Viewing MDX Data with WPF (redux)

Spend most of the day today grappling with binding a WPF datagrid to a DataSet loaded from a parameterized MDX query.

The first gotcha was that SSAS expects its parameterized queries to be passed using the ICommandWithParameters interface, however the OleDb provider for .Net doesn’t support named parameters (except for sprocs). This is a ‘fixed’ Connect issue – fixed as in ‘still broken in .Net 4 but marked as fixed because we can’t be bothered’.

Ahem.

So rather than use ado.net parameters, I’m now using string replacement on my source query text.
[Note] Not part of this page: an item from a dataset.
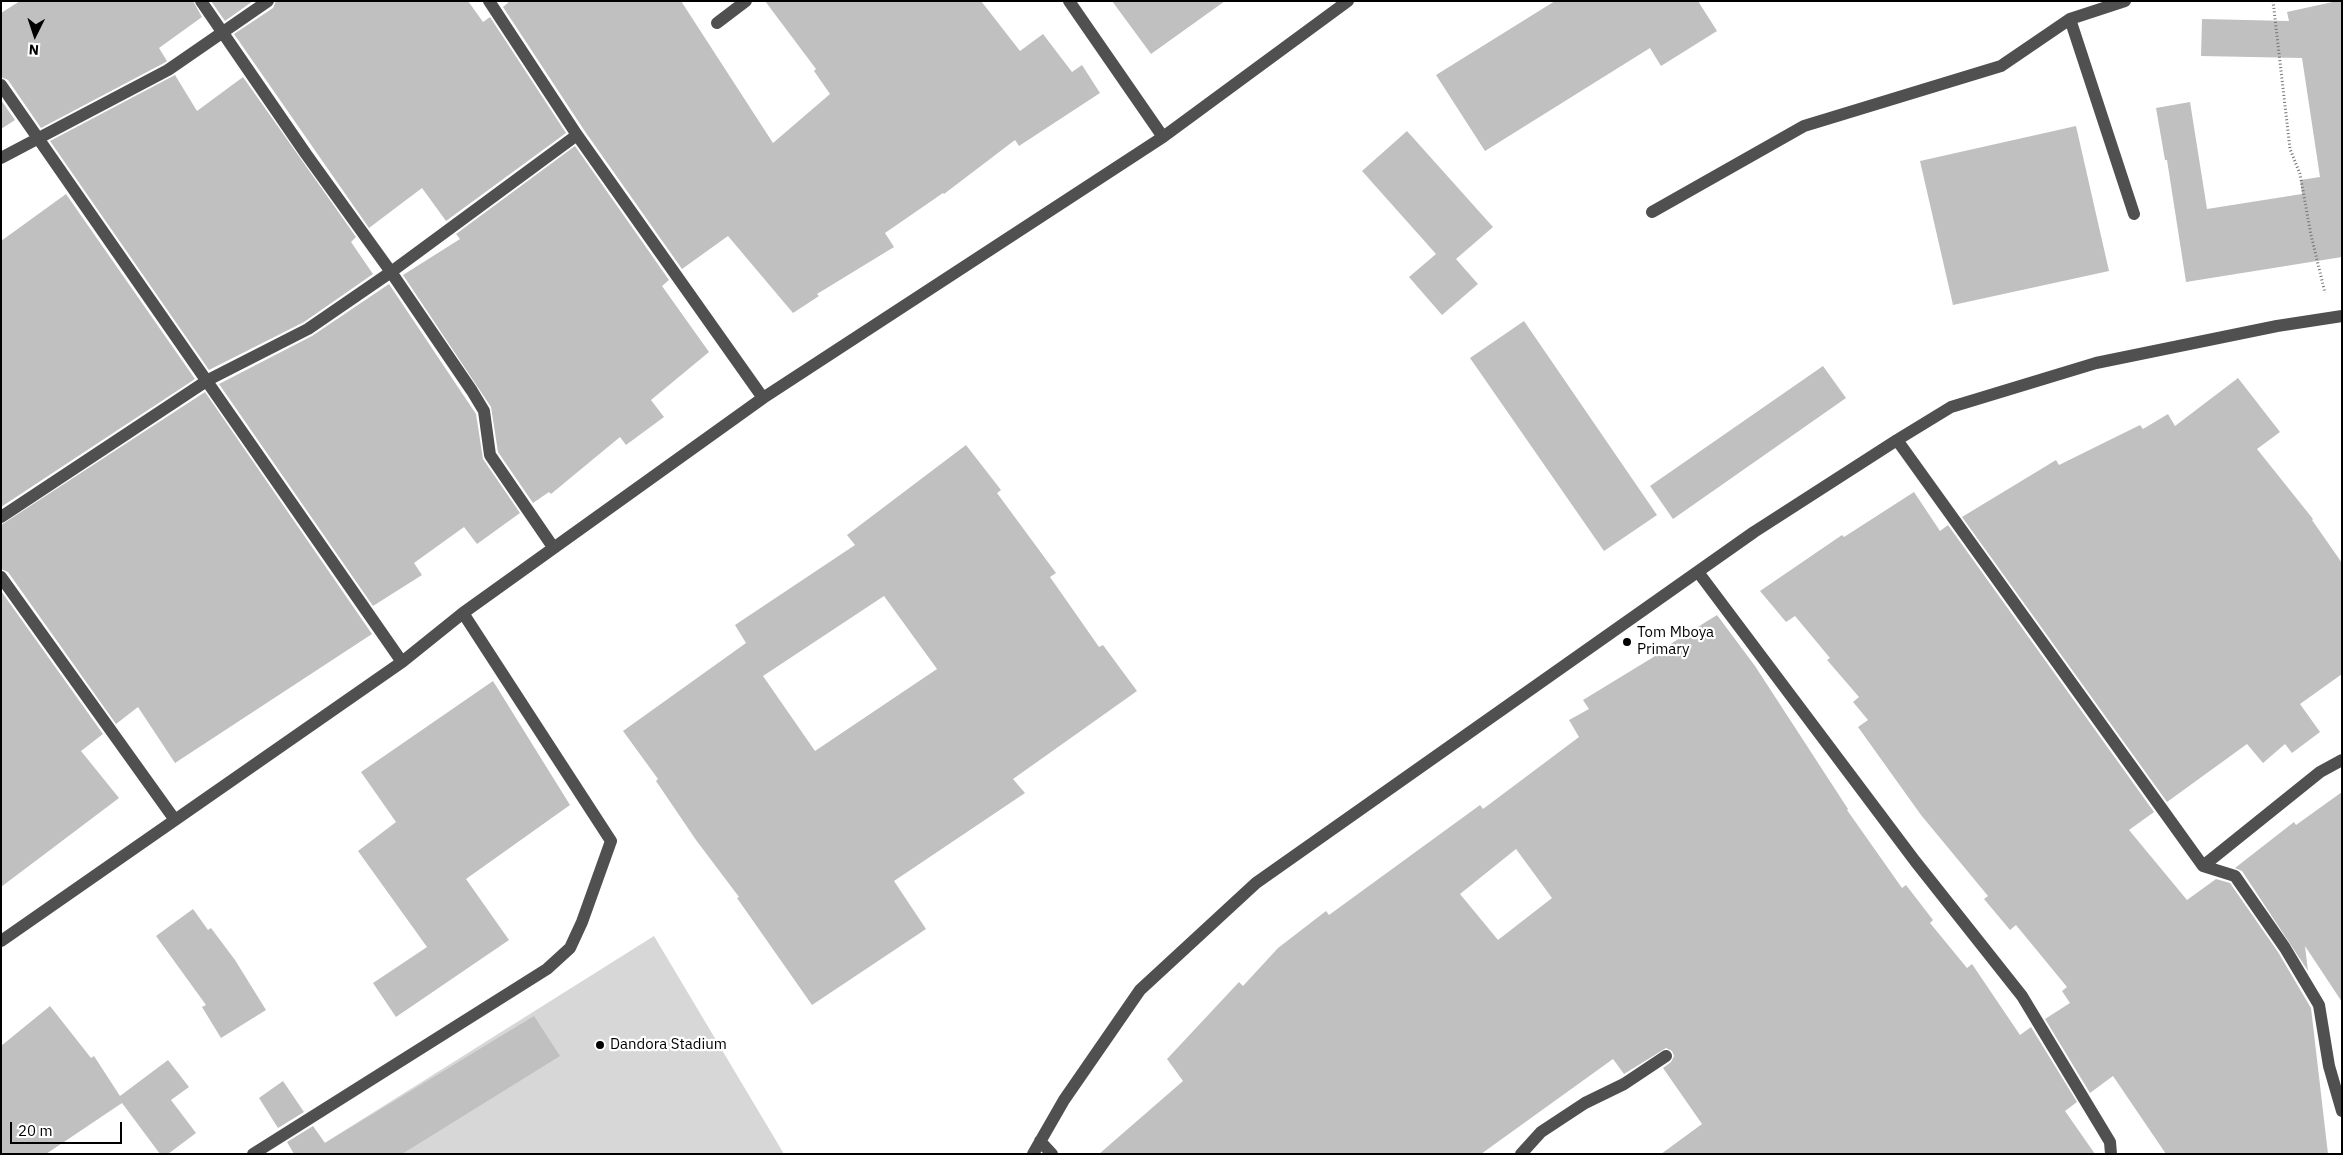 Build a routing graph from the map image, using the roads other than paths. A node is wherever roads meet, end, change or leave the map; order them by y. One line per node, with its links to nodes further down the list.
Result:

Just great:

    // So have to do manual parameterization :-(

    query = query

        .Replace("@date", dateKey)

        .Replace("@time", timeKey)

        ;

Then of course the WPF data grid wouldn’t show the data (despite the DataSet visualizer working just fine). It bound and showed columns just fine using AutoGenerateColumns:

    dataGrid1.ItemsSource = dataSet.Tables[0].DefaultView;

 

image

…but all the rows showed blank!

Eventually I noticed a spew of debug output, listing the binding failures:

System.Windows.Data Error: 17 : Cannot get 'Item[]' value (type 'Object') from '' (type 'DataRowView'). BindingExpression:Path=[Blah1].[Blah2].[Blah3].[MEMBER_CAPTION]; DataItem='DataRowView' (HashCode=66744534); target element is 'TextBlock' (Name=''); target property is 'Text' (type 'String') TargetInvocationException:'System.Reflection.TargetInvocationException: Exception has been thrown by the target of an invocation. ---> System.ArgumentException: Blah1 is neither a DataColumn nor a DataRelation for table TheTableName.

at System.Data.DataRowView.get_Item(String property)

--- End of inner exception stack trace ---

This all seemed awfully familiar, and fortunately I happened across a helpful blog article (which I wrote!) explaining the problem. This time it is AutoGenerateColumns that’s generated the wrong binding path, causing WPF to try and find ‘deep’ members (attempting to walk multiple indexers) rather than just bind to a column with that name.

The fix is something like this:

    // This works

    var table = dataSet.Tables[0];

    dataGrid1.Columns.Clear();

    dataGrid1.AutoGenerateColumns = false;

    foreach (DataColumn dataColumn in dataSet.Tables[0].Columns)

    {

        dataGrid1.Columns.Add(new DataGridTextColumn

        {

              Header = dataColumn.ColumnName,

              Binding = new Binding("[" + dataColumn.ColumnName + "]")

        });

    }

    dataGrid1.ItemsSource = table.DefaultView;

Grr.

1 comment:

Anonymous said...

Thaaaaaaaaaaaaaaaaaaaaaaaaaanxxxx
fucking thancks!!
2 days to look for everywhere unfotunately like a lot of people i am a noob in computer dev (and don't talk about MVVM) thx!!!!